In truth, the rules governing VOD porn in the U.K. are no different than the rules governing DVD porn in the United States. As we reported earlier this year, certain sex acts, such as fisting and water sports, are technically illegal under U.S. obscenity law, as outlined by the Cambria List, an informal compilation of sex acts that are considered prosecutable. While many of the acts on the Cambria List are outdated, and obscenity laws are rarely enforced, DVD distributors still typically shy away from such content, afraid of being held criminally liable.

While “obscene” sex acts in porn are technically illegal on DVDs in the U.S., there is no such prohibition on Internet porn. 

Who will be hurt by the new British regulations prohibiting “obscene” porn? Primarily kinksters, producers of fetish content, and other people with non-normative desires, as dominatrix Ms. Tytiana told Vice UK. “While mainstream porn will be peddled without fear by the large studios—often owned by the same media moguls who denounce the ‘sexualisation’ of our culture—more niche, less clichéd sexual interests will disappear,” she said.
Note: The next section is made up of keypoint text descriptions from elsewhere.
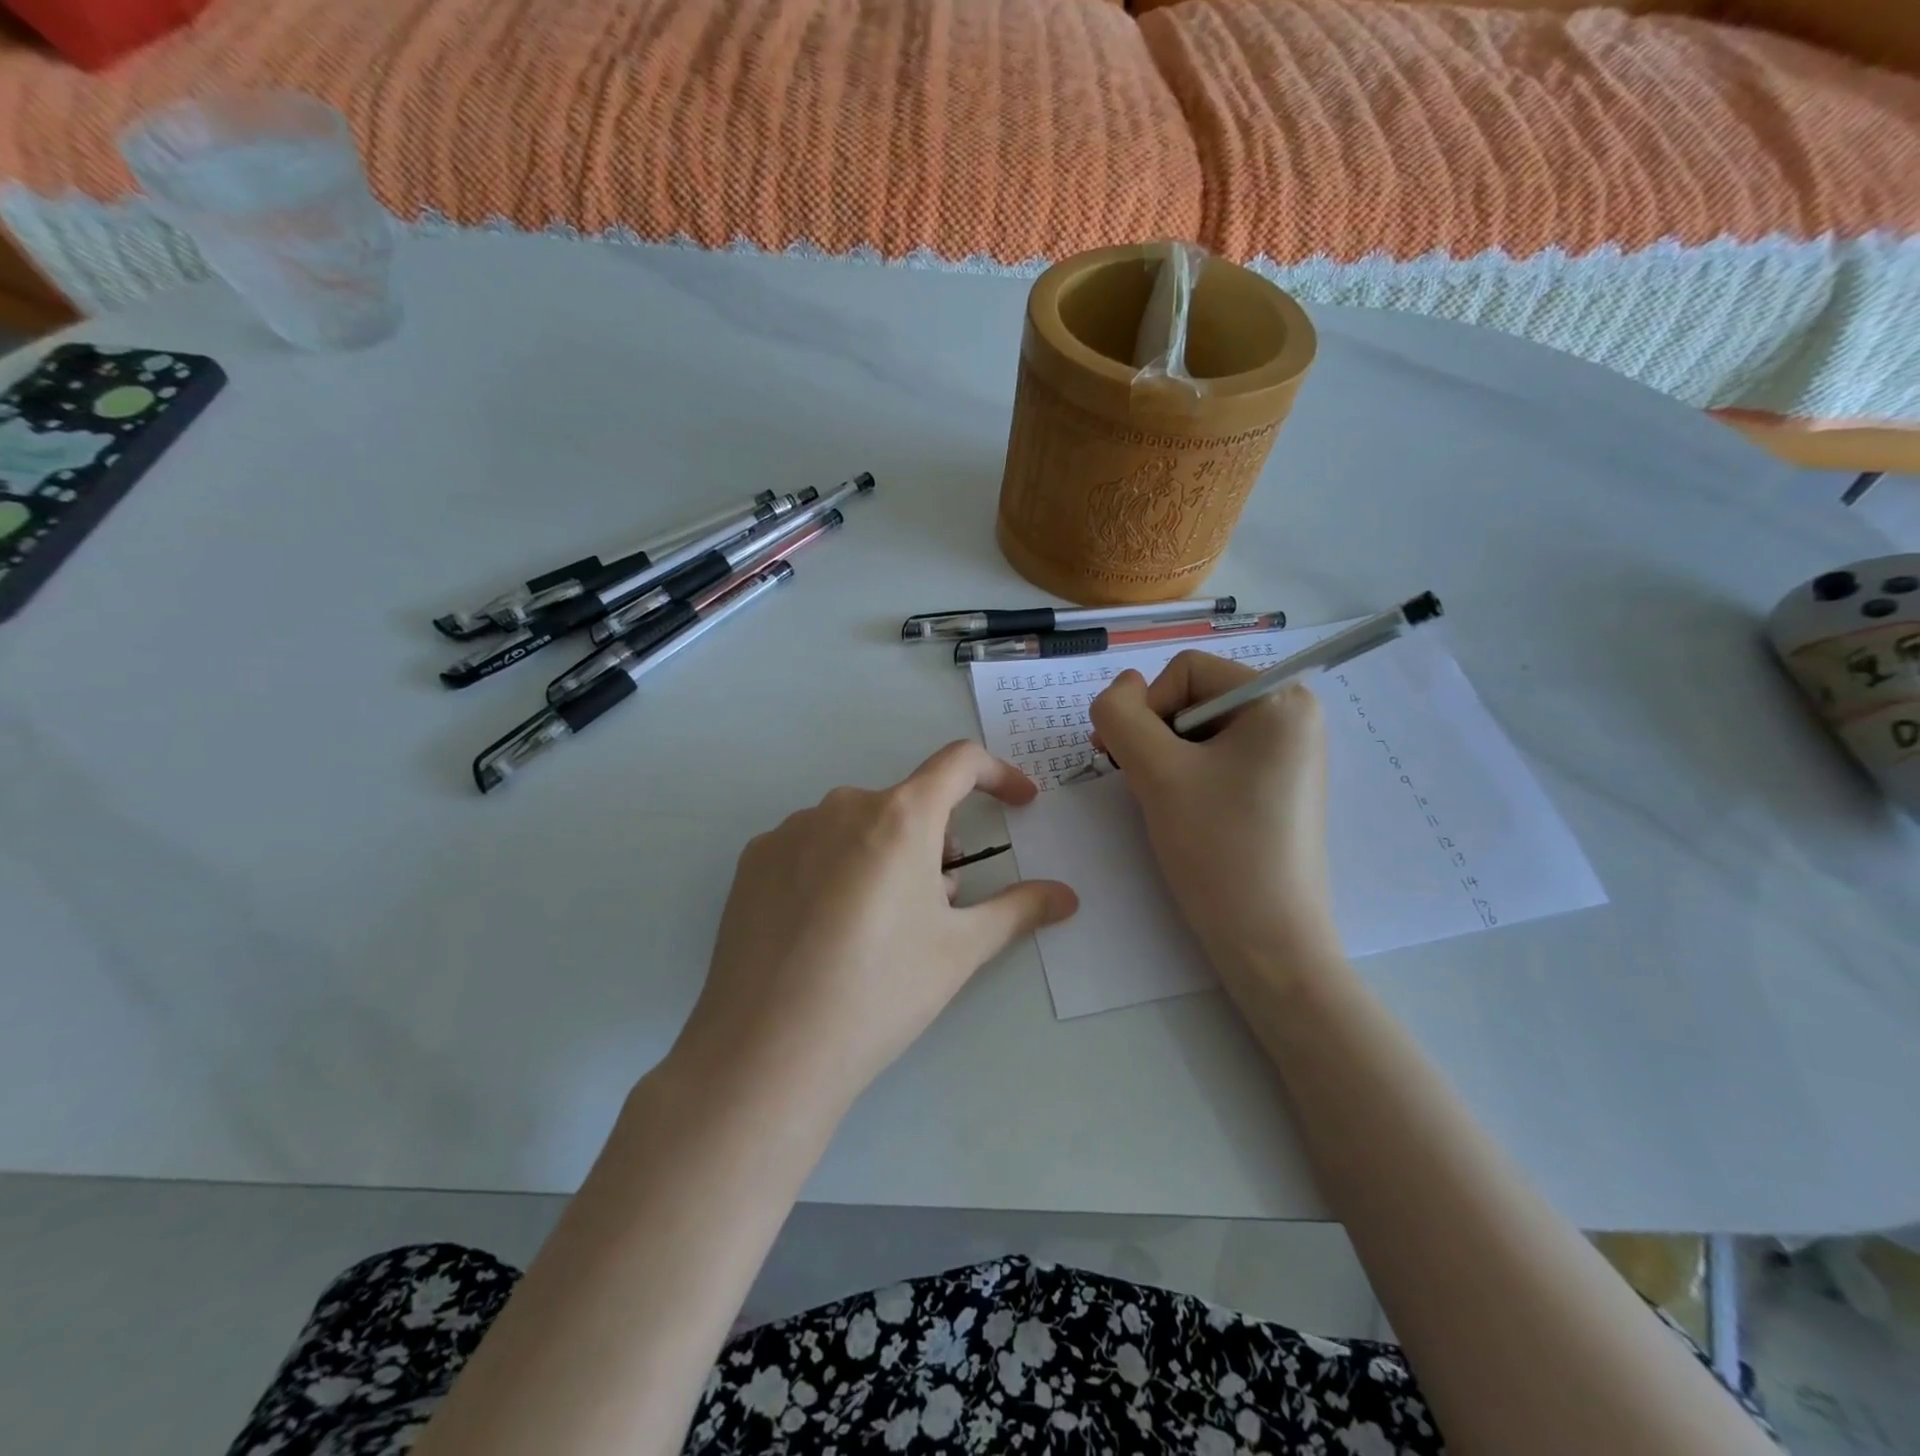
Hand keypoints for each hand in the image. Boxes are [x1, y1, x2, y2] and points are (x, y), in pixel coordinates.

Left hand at [674, 741, 1078, 1115]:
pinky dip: (837, 868)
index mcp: (899, 816)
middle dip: (937, 840)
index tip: (1019, 803)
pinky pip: (813, 846)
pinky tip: (827, 930)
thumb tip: (1066, 896)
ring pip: (859, 826)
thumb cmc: (880, 993)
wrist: (767, 1052)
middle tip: (940, 904)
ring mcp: (790, 830)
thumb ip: (1018, 910)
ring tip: (881, 925)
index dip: (999, 775)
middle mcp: (842, 805)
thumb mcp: (960, 950)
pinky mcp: (753, 860)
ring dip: (886, 855)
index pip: (960, 763)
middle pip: (908, 804)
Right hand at [1088, 651, 1336, 986]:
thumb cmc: (1218, 849)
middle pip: (1192, 696)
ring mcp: (1288, 751)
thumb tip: (1120, 687)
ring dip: (1166, 758)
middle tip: (1145, 784)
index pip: (1185, 670)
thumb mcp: (1156, 772)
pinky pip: (1217, 756)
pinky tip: (1186, 812)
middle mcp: (1293, 714)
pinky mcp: (1277, 784)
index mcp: (1279, 698)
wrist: (1268, 941)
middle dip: (1156, 736)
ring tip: (1165, 803)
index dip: (1148, 709)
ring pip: (1198, 729)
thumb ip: (1121, 715)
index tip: (1137, 763)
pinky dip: (1187, 775)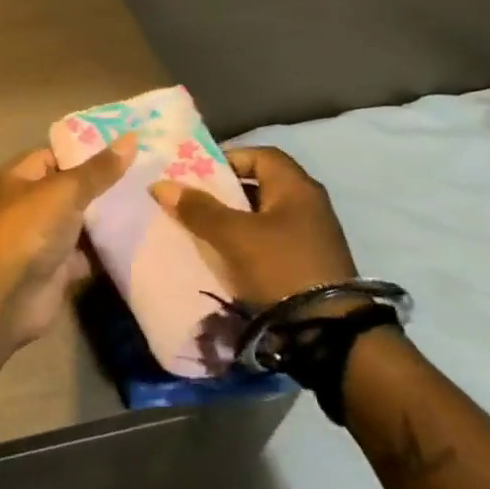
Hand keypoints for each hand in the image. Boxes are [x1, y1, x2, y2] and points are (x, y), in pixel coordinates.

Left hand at [0, 136, 134, 346]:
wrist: (7, 294)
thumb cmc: (29, 229)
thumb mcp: (65, 191)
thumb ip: (98, 170)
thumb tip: (131, 138)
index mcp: (24, 177)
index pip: (58, 155)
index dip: (89, 150)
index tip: (128, 148)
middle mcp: (34, 204)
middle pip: (74, 189)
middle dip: (107, 185)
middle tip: (151, 175)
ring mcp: (47, 237)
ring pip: (84, 223)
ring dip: (111, 218)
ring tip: (155, 202)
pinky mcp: (61, 268)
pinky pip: (90, 254)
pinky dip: (111, 250)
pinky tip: (144, 240)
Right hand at [150, 147, 356, 308]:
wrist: (329, 333)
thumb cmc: (280, 267)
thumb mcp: (233, 236)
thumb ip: (197, 209)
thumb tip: (161, 185)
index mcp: (296, 187)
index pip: (260, 155)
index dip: (227, 159)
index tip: (197, 174)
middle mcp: (309, 205)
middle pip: (260, 186)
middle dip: (225, 192)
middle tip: (193, 202)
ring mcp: (313, 237)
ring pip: (264, 216)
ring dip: (234, 220)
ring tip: (203, 231)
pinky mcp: (310, 265)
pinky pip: (271, 242)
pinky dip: (247, 244)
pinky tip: (226, 258)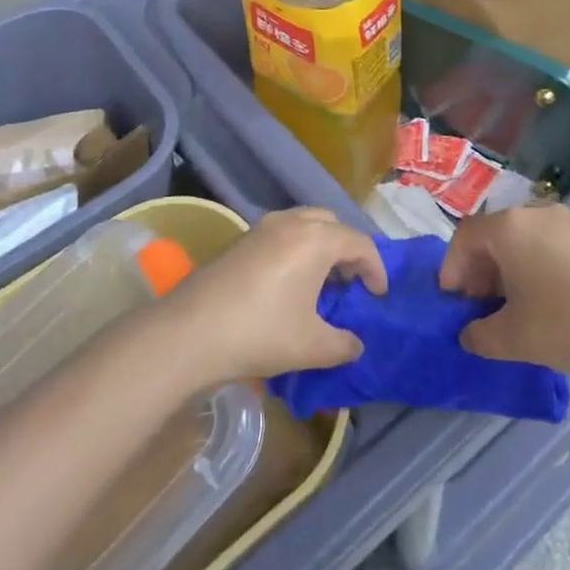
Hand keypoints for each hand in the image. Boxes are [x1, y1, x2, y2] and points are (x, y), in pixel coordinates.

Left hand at [162, 208, 386, 384]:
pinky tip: (289, 283)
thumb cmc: (261, 333)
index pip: (359, 243)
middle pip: (331, 224)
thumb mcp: (312, 346)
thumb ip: (343, 345)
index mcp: (316, 239)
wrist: (191, 331)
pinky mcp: (241, 240)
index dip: (375, 268)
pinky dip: (296, 248)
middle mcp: (291, 222)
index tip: (378, 295)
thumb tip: (356, 345)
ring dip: (320, 246)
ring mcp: (262, 228)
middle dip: (347, 249)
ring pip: (304, 223)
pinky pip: (282, 233)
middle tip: (351, 283)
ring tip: (321, 283)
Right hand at [440, 205, 569, 376]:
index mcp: (509, 228)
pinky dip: (535, 267)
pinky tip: (547, 302)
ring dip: (507, 270)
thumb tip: (469, 333)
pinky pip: (548, 245)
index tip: (454, 302)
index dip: (452, 268)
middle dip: (479, 270)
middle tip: (479, 307)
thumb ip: (480, 336)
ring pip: (521, 240)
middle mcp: (535, 213)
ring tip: (513, 308)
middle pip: (493, 235)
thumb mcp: (515, 339)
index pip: (464, 237)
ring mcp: (568, 222)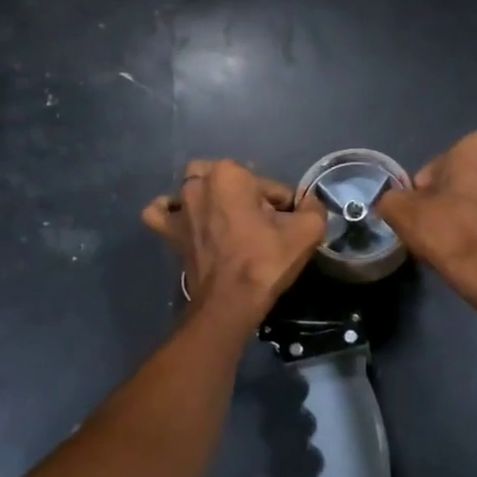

Even British people whose sexual proclivities are more vanilla than those of Ms. Tytania’s fans should be worried about the new porn regulations, particularly in light of the British government’s ongoing war on online pornography. In the past few years, the U.K. has adopted sweeping legislation to combat “extreme” pornography’s supposedly dangerous effects on British youth, from a mandatory but ineffective age-verification system to the widespread adoption of U.K. porn filters, which automatically blocked porn unless subscribers chose to “opt out” (which they overwhelmingly did).

Barnett sees the new regulations as a clear harbinger of increasingly restrictive anti-porn legislation, telling Vice that he’s “worried this will help build the case in the future for wide-scale blocking of ‘illegal’ sites.” Despite the growing movement calling for an update to archaic obscenity laws—such as the restrictions on BDSM porn—the nationwide campaign to criminalize safe sex acts between two consenting adults seems to be prevailing.